HMS Center Helps Draft Genome ‘HapMap’

The Harvard-affiliated Whitehead Center for Genome Research has started work with 14 other research groups worldwide to map variant genes thought to underlie common diseases like diabetes, asthma and cancer.

The research groups recently received a $100 million grant from the International Human Genome Project to jumpstart the work. For its part, the Whitehead Genome Center has been given $8.4 million to help construct a catalog of DNA variations, called the “International HapMap.”

The HapMap will not aim to identify the genes related to specific diseases, but instead to create a useful tool for this kind of research.

David M. Altshuler, assistant professor of genetics at Harvard Medical School, is the principal investigator on the Whitehead Center’s project.

He has worked to identify genes associated with disease and found that a genetic variant common in the human population increases the risk of contracting type 2 diabetes.

“If we know that there are five different variations of a gene, then we can determine the frequency of each variation in people with diabetes or heart disease,” he explained.

The idea for the HapMap comes from work done at the Whitehead Center, where researchers found that human DNA has been inherited generation after generation in large, unchanged blocks and has not yet changed significantly.

These large blocks of DNA are known as haplotypes and the HapMap will chart their location throughout the human genome.

Researchers developing the map will study the genomes of people in four different ethnic groups—Chinese, Japanese, the Yoruba people of Nigeria and Americans of Northern and Western European descent.

According to Altshuler, some population geneticists question just how much genetic variation the map will be able to capture.

But “the variation of the human popualtion genome is so simple and structured that the Hapmap will be surprisingly complete—showing 80-90 percent of the variation,” he said. “This is basically a given.”

He said the project’s potential usefulness in determining the relation of genes to disease is less clear, however.

“How often will this 80-90 percent be the stuff that causes the disease is the question we still have to answer,” Altshuler said.

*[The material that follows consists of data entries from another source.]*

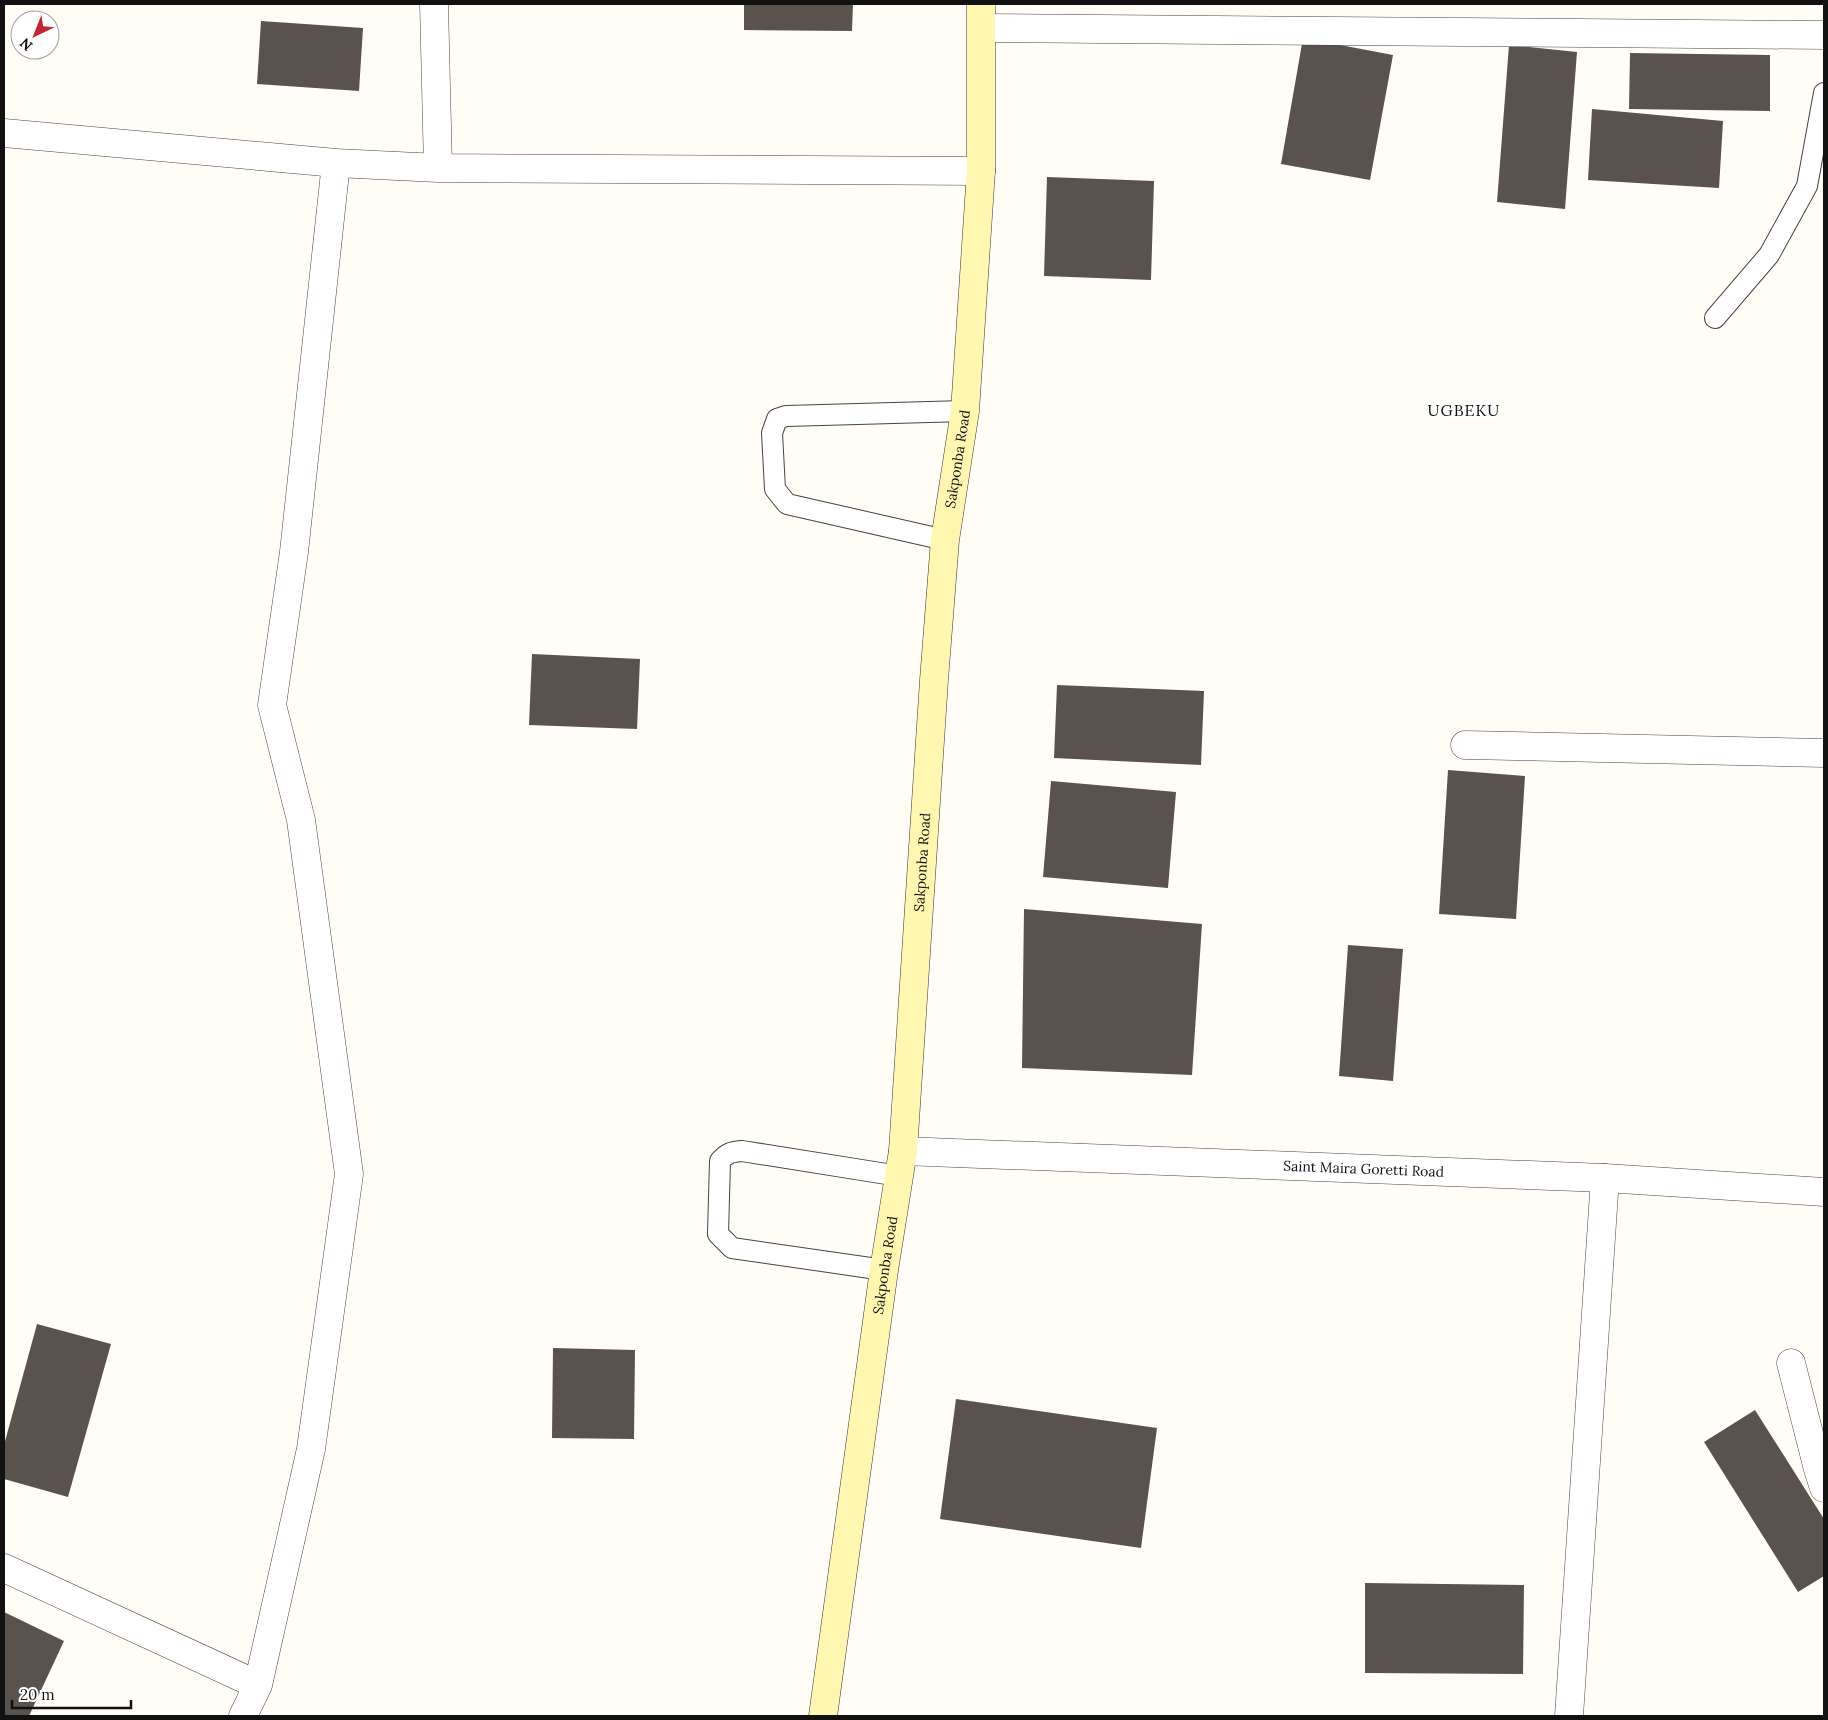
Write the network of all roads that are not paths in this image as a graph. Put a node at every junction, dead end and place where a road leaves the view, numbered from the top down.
1 (434, 4) edge
2 (982, 16) edge
3 (1824, 35) edge
4 (1824, 93) edge
5 (4, 133) edge
6 (336, 163) junction
7 (438, 168) junction
8 (981, 171) junction
9 (1715, 318) dead end
10 (965, 411) junction
11 (945, 540) junction
12 (1465, 745) dead end
13 (1824, 754) edge
14 (901, 1163) junction
15 (1605, 1178) junction
16 (1824, 1192) edge
17 (884, 1270) junction
18 (1791, 1363) dead end
19 (1824, 1488) edge
20 (4, 1568) edge
21 (258, 1685) junction
22 (243, 1716) edge
23 (823, 1716) edge
24 (1569, 1716) edge

1 - 7 street
2 - 3 street
2 - 8 main road, Sakponba Road
4 - 9 lane
5 - 6 street
6 - 7 street
6 - 21 street
7 - 8 street
8 - 10 main road, Sakponba Road
10 - 11 main road, Sakponba Road
10 - 11 lane
11 - 14 main road, Sakponba Road
12 - 13 street
14 - 15 street, Saint Maira Goretti Road
14 - 17 main road, Sakponba Road
14 - 17 lane
15 - 16 street, Saint Maira Goretti Road
15 - 24 street
17 - 23 main road, Sakponba Road
18 - 19 street
20 - 21 street
21 - 22 street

Indeed, some researchers have major reservations about the project for this very reason—questioning whether the HapMap approach can be useful in tracking down the variant genes involved in common diseases.

Kenneth M. Weiss, a population geneticist at Pennsylvania State University, said it will be difficult to determine the appropriate number of genetic markers necessary for the HapMap project’s objectives.

But more broadly, he said, he does not believe that mapping of the human genome is a useful way to approach study of disease.

The Whitehead Center’s research comes after the $3 billion human genome project successfully sequenced a single human genome—but did not catalog the variations thought to underlie common diseases.

Altshuler said he is excited to be in the middle of this burgeoning field of research.

“Its like working on the moon-shoot in the sixties,” he said, “I feel very lucky to be living in this time and doing this work.”